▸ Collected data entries
===============

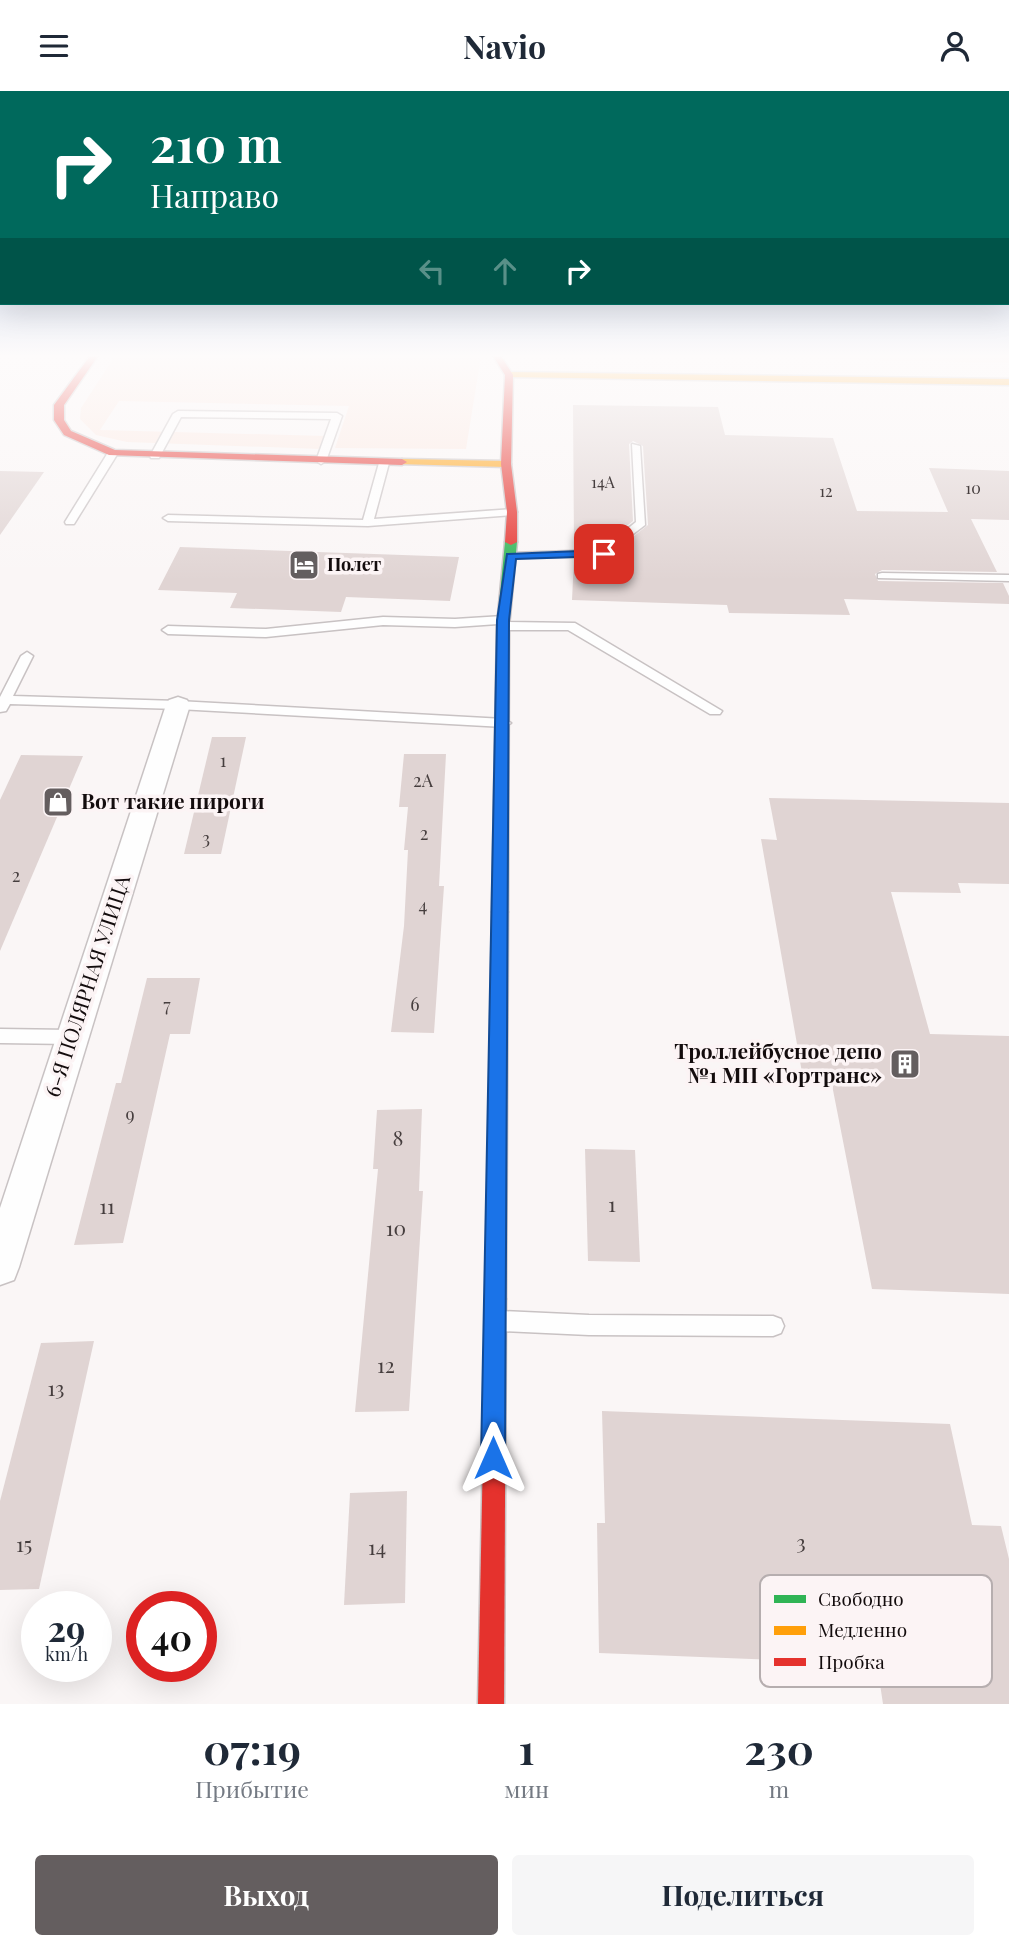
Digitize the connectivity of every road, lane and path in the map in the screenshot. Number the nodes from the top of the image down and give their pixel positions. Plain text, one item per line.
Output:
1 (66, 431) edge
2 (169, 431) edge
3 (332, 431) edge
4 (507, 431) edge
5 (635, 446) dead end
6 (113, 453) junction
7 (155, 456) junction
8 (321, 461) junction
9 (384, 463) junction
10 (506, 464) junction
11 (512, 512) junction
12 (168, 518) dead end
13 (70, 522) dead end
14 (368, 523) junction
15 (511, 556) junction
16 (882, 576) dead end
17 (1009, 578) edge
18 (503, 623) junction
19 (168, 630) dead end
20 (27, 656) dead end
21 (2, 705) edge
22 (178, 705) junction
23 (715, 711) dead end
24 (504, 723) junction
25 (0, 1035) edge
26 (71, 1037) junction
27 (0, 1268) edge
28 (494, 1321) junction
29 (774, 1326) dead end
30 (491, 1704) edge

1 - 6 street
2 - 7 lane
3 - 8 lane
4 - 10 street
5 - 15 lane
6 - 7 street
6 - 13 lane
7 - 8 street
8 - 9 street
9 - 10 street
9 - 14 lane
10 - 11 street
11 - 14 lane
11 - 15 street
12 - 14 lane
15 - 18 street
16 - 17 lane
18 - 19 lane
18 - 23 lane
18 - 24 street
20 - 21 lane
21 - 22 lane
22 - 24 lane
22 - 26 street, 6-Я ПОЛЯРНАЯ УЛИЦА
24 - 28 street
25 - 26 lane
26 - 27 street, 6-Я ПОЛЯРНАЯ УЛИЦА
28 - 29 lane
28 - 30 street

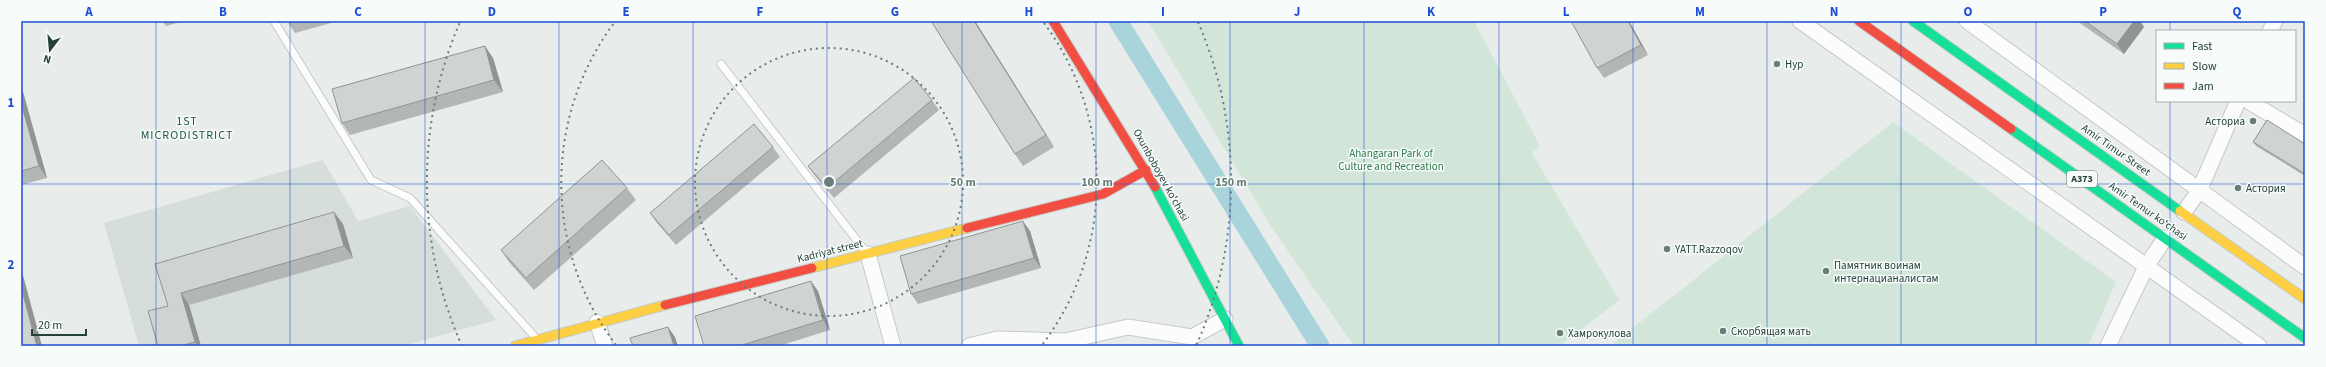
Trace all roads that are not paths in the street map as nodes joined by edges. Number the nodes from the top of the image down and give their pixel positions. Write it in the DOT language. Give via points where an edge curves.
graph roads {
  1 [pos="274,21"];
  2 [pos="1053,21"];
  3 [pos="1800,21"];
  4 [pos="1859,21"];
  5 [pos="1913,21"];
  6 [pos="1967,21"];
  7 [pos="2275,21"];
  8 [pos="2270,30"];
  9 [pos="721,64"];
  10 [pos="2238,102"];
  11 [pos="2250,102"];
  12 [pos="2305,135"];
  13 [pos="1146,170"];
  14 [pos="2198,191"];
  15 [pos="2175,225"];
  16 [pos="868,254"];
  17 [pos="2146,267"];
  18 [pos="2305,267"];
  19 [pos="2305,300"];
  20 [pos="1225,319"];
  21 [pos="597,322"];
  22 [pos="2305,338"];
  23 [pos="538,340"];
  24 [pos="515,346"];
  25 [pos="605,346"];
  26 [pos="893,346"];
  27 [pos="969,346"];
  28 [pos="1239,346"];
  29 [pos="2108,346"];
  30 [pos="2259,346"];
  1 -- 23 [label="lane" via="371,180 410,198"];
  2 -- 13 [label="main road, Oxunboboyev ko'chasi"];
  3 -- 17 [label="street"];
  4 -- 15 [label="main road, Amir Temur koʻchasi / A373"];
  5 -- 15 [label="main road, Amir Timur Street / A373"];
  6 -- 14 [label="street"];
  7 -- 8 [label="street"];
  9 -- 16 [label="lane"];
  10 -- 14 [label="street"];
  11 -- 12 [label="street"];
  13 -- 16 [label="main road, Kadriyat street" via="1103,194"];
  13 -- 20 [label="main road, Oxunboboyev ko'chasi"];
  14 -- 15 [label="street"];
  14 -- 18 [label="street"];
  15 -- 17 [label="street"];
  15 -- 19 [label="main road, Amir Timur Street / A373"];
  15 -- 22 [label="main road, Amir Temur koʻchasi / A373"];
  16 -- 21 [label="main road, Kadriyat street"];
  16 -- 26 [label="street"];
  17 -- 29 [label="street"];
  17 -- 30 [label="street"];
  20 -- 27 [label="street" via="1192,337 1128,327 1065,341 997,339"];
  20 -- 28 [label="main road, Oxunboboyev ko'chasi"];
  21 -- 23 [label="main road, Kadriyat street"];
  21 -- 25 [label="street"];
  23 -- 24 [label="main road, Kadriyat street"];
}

===============

▸ HOW TO COMPLETE THIS TASK
Give back the data exactly. Skip any images.

▸ TASK ANSWER
Digitize the connectivity of every road, lane and path in the map in the screenshot. Number the nodes from the top of the image down and give their pixel positions. Plain text, one item per line.
Output:
1 (66, 431) edge
2 (169, 431) edge
3 (332, 431) edge
4 (507, 431) edge
5 (635, 446) dead end
6 (113, 453) junction
7 (155, 456) junction
8 (321, 461) junction
9 (384, 463) junction
10 (506, 464) junction
11 (512, 512) junction
12 (168, 518) dead end
13 (70, 522) dead end
14 (368, 523) junction
15 (511, 556) junction
16 (882, 576) dead end
17 (1009, 578) edge
18 (503, 623) junction
19 (168, 630) dead end
20 (27, 656) dead end
21 (2, 705) edge
22 (178, 705) junction
23 (715, 711) dead end
24 (504, 723) junction
25 (0, 1035) edge
26 (71, 1037) junction
27 (0, 1268) edge
28 (494, 1321) junction
29 (774, 1326) dead end
30 (491, 1704) edge

1 - 6 street
2 - 7 lane
3 - 8 lane
4 - 10 street
5 - 15 lane
6 - 7 street
6 - 13 lane
7 - 8 street
8 - 9 street
9 - 10 street
9 - 14 lane
10 - 11 street
11 - 14 lane
11 - 15 street
12 - 14 lane
15 - 18 street
16 - 17 lane
18 - 19 lane
18 - 23 lane
18 - 24 street
20 - 21 lane
21 - 22 lane
22 - 24 lane
22 - 26 street, 6-Я ПОЛЯРНАЯ УЛИЦА
24 - 28 street
25 - 26 lane
26 - 27 street, 6-Я ПОЛЯРНАЯ УЛИЦА
28 - 29 lane
28 - 30 street

Trace all roads that are not paths in the street map as nodes joined by edges. Number the nodes from the top of the image down and give their pixel positions. Write it in the DOT language. Give via points where an edge curves.
graph roads {
  1 [pos="274,21"];
  2 [pos="1053,21"];
  3 [pos="1800,21"];
  4 [pos="1859,21"];
  5 [pos="1913,21"];
  6 [pos="1967,21"];
  7 [pos="2275,21"];
  8 [pos="2270,30"];
  9 [pos="721,64"];
  10 [pos="2238,102"];
  11 [pos="2250,102"];
  12 [pos="2305,135"];
  13 [pos="1146,170"];
  14 [pos="2198,191"];
  15 [pos="2175,225"];
  16 [pos="868,254"];
  17 [pos="2146,267"];
  18 [pos="2305,267"];
  19 [pos="2305,300"];
  20 [pos="1225,319"];
  21 [pos="597,322"];
  22 [pos="2305,338"];
  23 [pos="538,340"];
  24 [pos="515,346"];
  25 [pos="605,346"];
  26 [pos="893,346"];
  27 [pos="969,346"];
  28 [pos="1239,346"];
  29 [pos="2108,346"];
  30 [pos="2259,346"];
  1 -- 23 [label="lane" via="371,180 410,198"];
  2 -- 13 [label="main road, Oxunboboyev ko'chasi"];
  3 -- 17 [label="street"];
  4 -- 15 [label="main road, Amir Temur koʻchasi / A373"];
  5 -- 15 [label="main road, Amir Timur Street / A373"];
  6 -- 14 [label="street"];
  7 -- 8 [label="street"];
  9 -- 16 [label="lane"];
  10 -- 14 [label="street"];
  11 -- 12 [label="street"];
  13 -- 16 [label="main road, Kadriyat street" via="1103,194"];
  13 -- 20 [label="main road, Oxunboboyev ko'chasi"];
  14 -- 15 [label="street"];
  14 -- 18 [label="street"];
  15 -- 17 [label="street"];
  15 -- 19 [label="main road, Amir Timur Street / A373"];
  15 -- 22 [label="main road, Amir Temur koʻchasi / A373"];
  16 -- 21 [label="main road, Kadriyat street"];
  16 -- 26 [label="street"];
  17 -- 29 [label="street"];
  17 -- 30 [label="street"];
  20 -- 27 [label="street" via="1192,337 1128,327 1065,341 997,339"];
  20 -- 28 [label="main road, Oxunboboyev ko'chasi"];
  21 -- 23 [label="main road, Kadriyat street"];
  21 -- 25 [label="street"];
  23 -- 24 [label="main road, Kadriyat street"];
}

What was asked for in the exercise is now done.